HMCS St. John's (FFH 340) is a Halifax-class frigate that has served in the Royal Canadian Navy since her commissioning in 1996. She is the eleventh of twelve ships in her class which is based on the Canadian Patrol Frigate Project. St. John's is named after the city of St. John's, Newfoundland and Labrador, a port city associated with Canadian naval history and heritage, and is the first ship in the Royal Canadian Navy to bear the name.

She was laid down on 24 August 1994 at Saint John Shipbuilding Ltd., Saint John, New Brunswick, and launched on 26 August 1995. She was officially commissioned into the CF on 26 June 1996 in St. John's, and carries the hull classification symbol 340.

She is assigned to Maritime Forces Atlantic (MARLANT) and her homeport is in Halifax, Nova Scotia.
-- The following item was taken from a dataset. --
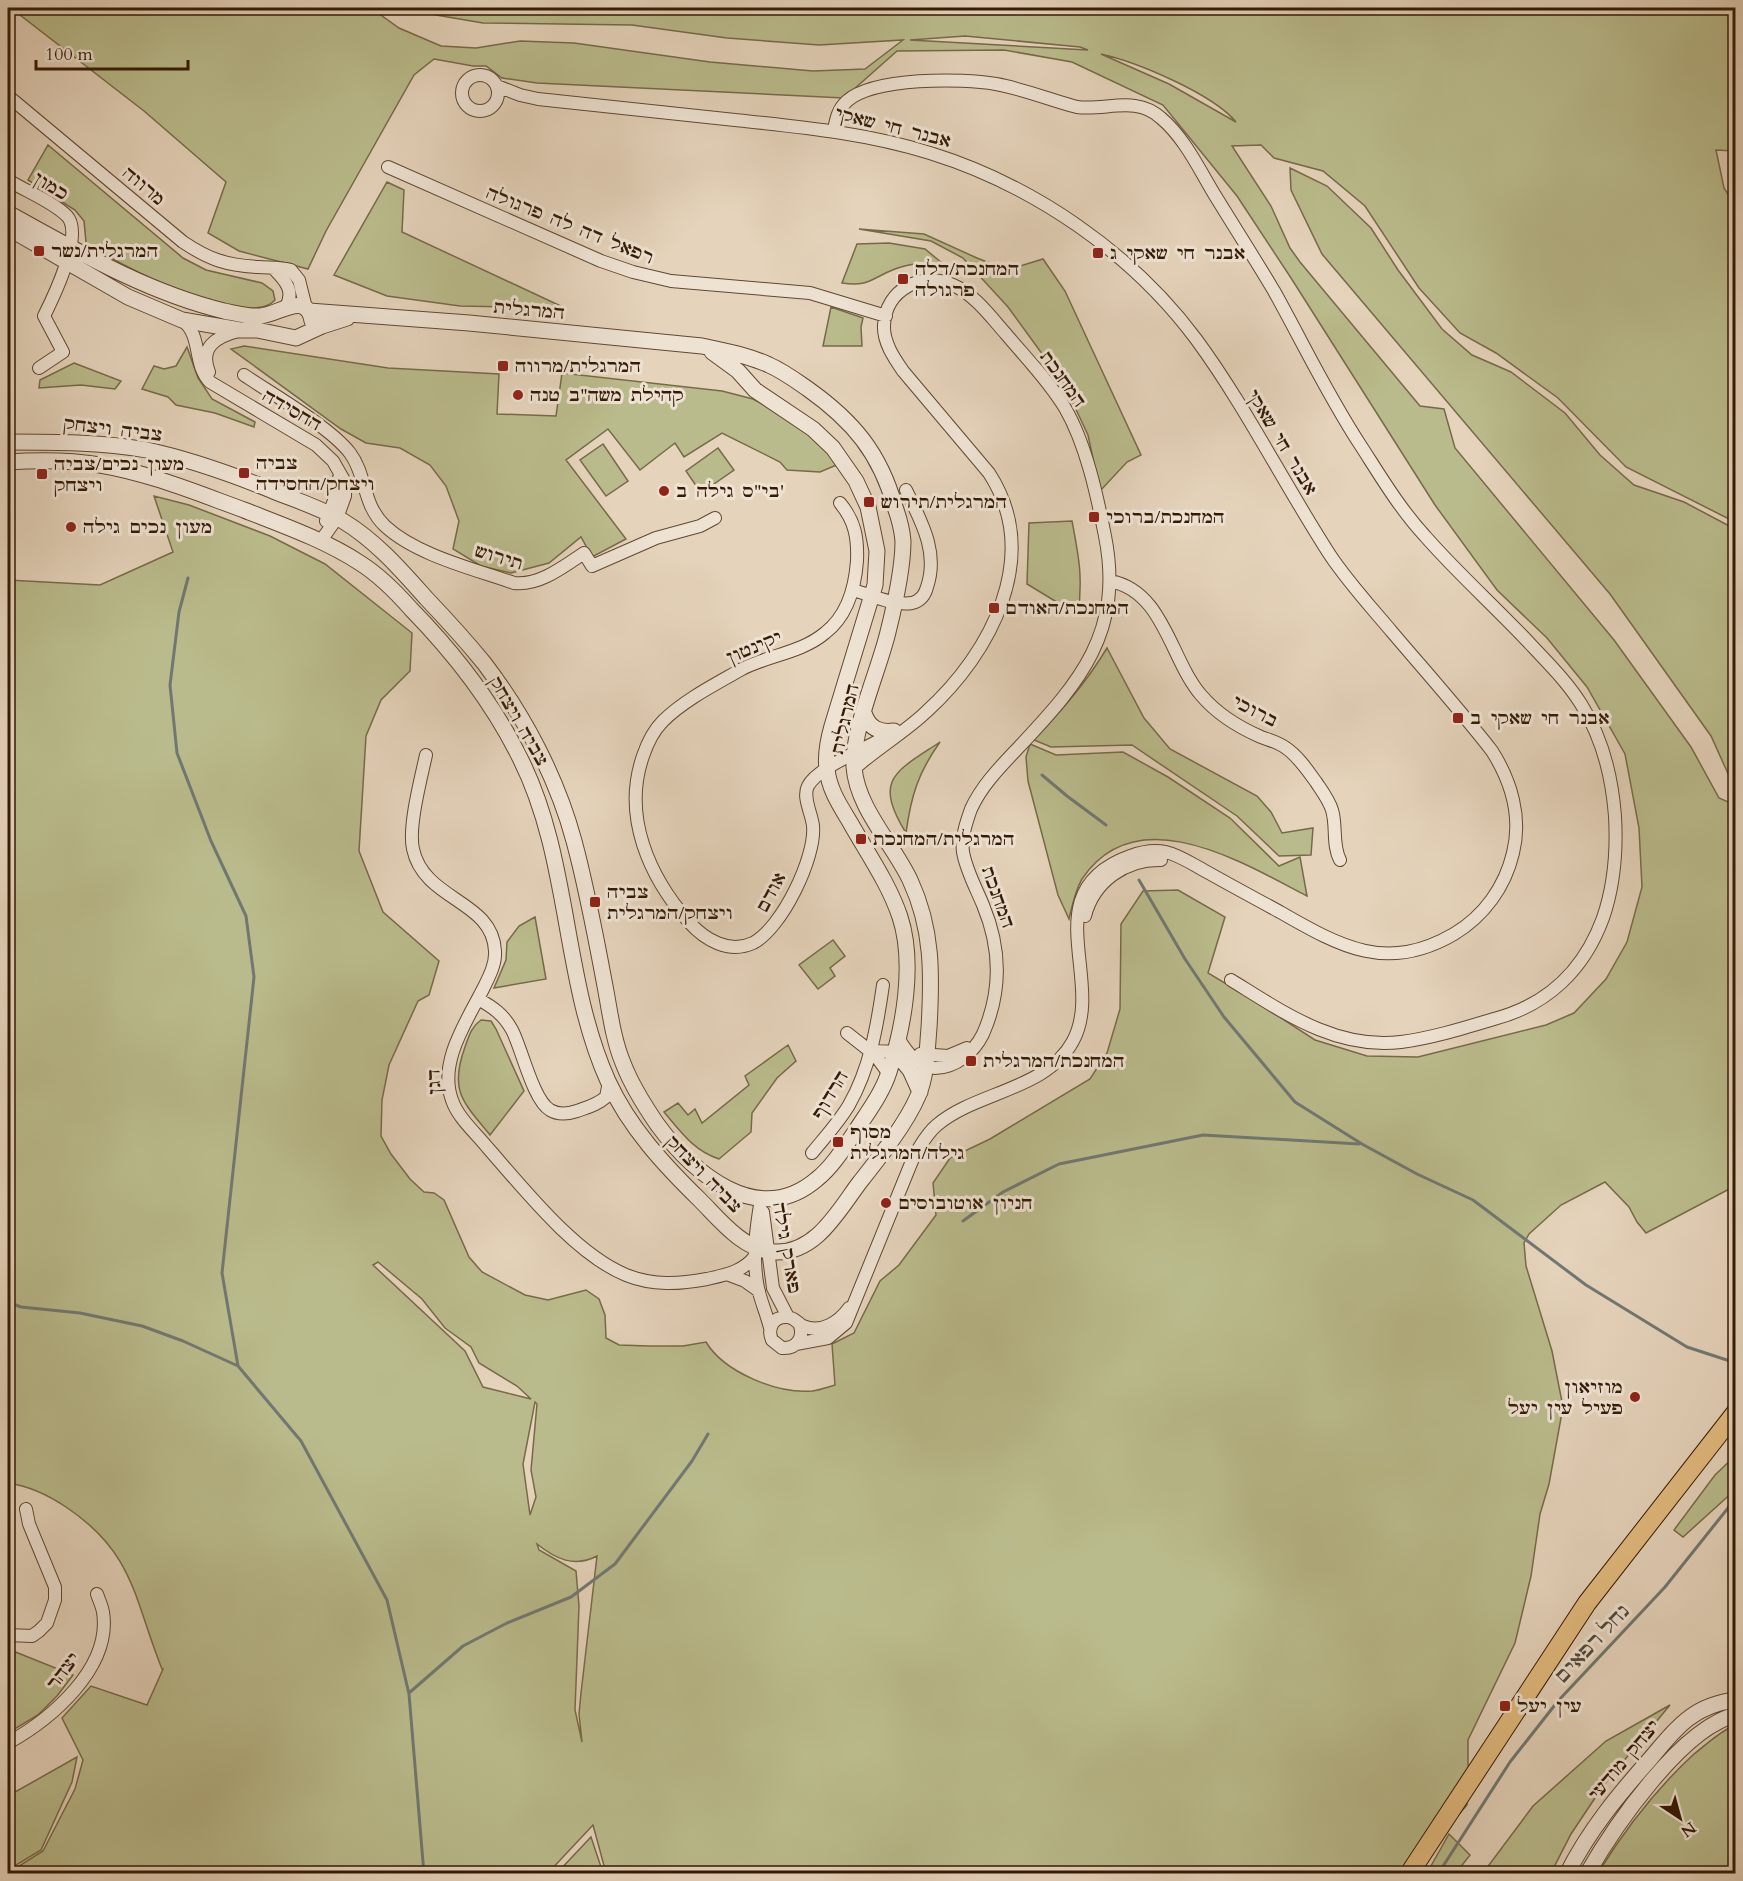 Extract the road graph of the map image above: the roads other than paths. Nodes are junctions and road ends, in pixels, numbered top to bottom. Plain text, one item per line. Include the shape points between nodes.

St. John's serves on Canadian Armed Forces missions protecting Canada's sovereignty in the Atlantic Ocean and enforcing Canadian laws in its territorial sea and exclusive economic zone. St. John's has been deployed on missions throughout the Atlantic Ocean, to the Indian Ocean; specifically the Persian Gulf and Arabian Sea on anti-terrorism operations, to the north as far as Grise Fjord and to the Caribbean where she played a vital role in helping to stop the flow of illicit drugs to North America.

St. John's in the News

Commanding Officers

  • 27 Jun 12- present: Commander D. Campbell
  • 21 Dec 10- 27 Jun 12: Commander J. Clark
  • 6 Jun 09- 21 Dec 10: Commander R.J. Clark
  • 11 Jul 08- 6 Jun 09: Commander B.A. Costello
  • 3 Jan 07- 11 Jul 08: Commander B.W. Santarpia
  • 19 Jun 04- 3 Jan 07: Commander E.P. Deslauriers
  • 17 Oct 03- 19 Jun 04: Commander I. A. Paterson
  • 14 Jul 03- 17 Oct 03: Commander M. A. G. Norman
  • 7 Dec 01- 14 Jul 03: Commander B. Ryan
  • 24 Jun 00- 7 Dec 01: Commander M. G. Langford
  • 15 Jan 99- 24 Jun 00: Commander C.L. Mofford
  • 7 Jul 97- 15 Jan 99: Commander R. Davidson
  • 12 Dec 95- 7 Jul 97: Commander R.S. Edwards

Command Team Biographies

Coxswain: CPO1 Grégoire Bio

Chief Petty Officer Grégoire grew up in the border towns of Campbellton, New Brunswick and Pointe-à-la Croix, Québec. He enrolled in the Canadian Armed Forces on the 1 November 1986 as a Naval Weapons Technician. He served in HMCS TERRA NOVA, YUKON, MACKENZIE, ANNAPOLIS on the West coast and served East in HMCS FRASER, HALIFAX, VILLE DE QUÉBEC and Sea Training Atlantic. During his sea time, he has conducted the following operational deployments: Op FORWARD ACTION, Op SHARPGUARD, Op APOLLO and Op UNISON. His shore postings included such duties as Halifax Class equipment instructor, Halifax class senior instructor, Naval Weapon Technician course scheduler, and Naval Weapons Training Chief at the Canadian Forces Naval Engineering School. He also served as a Project Technician at Canadian Forces Maritime Warfare Centre (Halifax) and had the privilege of acting as the Deputy Parade Chief for the Consecration of the Queen's Colors held on the 27 June 2009. He is a graduate of the NCM Executive Professional Development Program at the Royal Military College of Canada in Kingston earning a Certificate in Professional Military education. Chief Petty Officer Grégoire became a member of the Order of Military Merit in 2009. He assumed his present employment as Coxswain of HMCS ST-JOHN’S in the summer of 2013.

Recent activity

In July 2010, St. John's took part in the International Fleet Review at Halifax, Nova Scotia, where Queen Elizabeth II inspected a Guard of Honour on board the ship to mark the centennial anniversary of the Canadian Navy, and as part of Canada Day celebrations.[2]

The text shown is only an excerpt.